& vs. ref in Rust patterns

Posted on Thu 02 June 2016 in Code • Tagged with Rust, pattern matching, borrowing, referencesLeave a comment

Rust is one of those nice languages with pattern matching. If you don’t know, it can be thought of as a generalization of the switch statement: comparing objects not just by value (or overloaded equality operator, etc.) but by structure:

match hashmap.get(&key) {
    Some(value) => do_something_with(value),
    None => { panic!("Oh noes!"); },
}

It doesn’t end here. As you can see above, objects can also be destructured during the match (Some(value)), their parts assigned to bindings (value), and those bindings can subsequently be used in the match branch.

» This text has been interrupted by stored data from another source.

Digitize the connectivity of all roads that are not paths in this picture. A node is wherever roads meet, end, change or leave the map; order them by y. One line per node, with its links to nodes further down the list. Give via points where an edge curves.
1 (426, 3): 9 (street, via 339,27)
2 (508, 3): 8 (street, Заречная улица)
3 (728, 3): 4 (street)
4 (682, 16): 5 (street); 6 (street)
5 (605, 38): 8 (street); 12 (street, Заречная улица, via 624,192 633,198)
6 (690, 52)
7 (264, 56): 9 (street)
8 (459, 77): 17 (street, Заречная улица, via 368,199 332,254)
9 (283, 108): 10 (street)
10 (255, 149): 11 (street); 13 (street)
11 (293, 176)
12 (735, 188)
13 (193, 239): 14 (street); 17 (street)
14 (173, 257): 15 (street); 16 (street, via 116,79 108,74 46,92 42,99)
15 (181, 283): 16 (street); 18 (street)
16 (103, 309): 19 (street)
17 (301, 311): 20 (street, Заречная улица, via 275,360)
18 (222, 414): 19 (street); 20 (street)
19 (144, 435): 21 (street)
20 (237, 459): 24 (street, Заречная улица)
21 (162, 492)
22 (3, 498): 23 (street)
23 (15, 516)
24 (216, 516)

Neat? Definitely. In Rust, pattern matching is bread-and-butter of not only the match statement, but also for, (if)let, and even ordinary function arguments.

Mixing in Rust semantics

For a long time, however, I was somewhat confused as to what happens when references and borrowing is involved in matching. The two “operators” that often occur there are & (ampersand) and ref.

You should readily recognize the first one, as it is used pervasively in Rust to create references (and reference types). The second one quite obviously hints towards references as well. Yet those two constructs serve very different purposes when used within a pattern.

To add to the confusion, they are quite often encountered together:

use hyper::Url;

// print query string params of some URL
let url = Url::parse(some_url).unwrap();
let query_params: Vec<(String, String)> = url.query_pairs().unwrap_or(vec![]);
for &(ref name, ref value) in &query_params {
    println!("{}={}", name, value);
}

Lack of one or the other will be (at best) pointed out to you by the compiler, along with a suggestion where to add it. But addressing problems in this manner can only go so far. So how about we delve deeper and see what it’s really about?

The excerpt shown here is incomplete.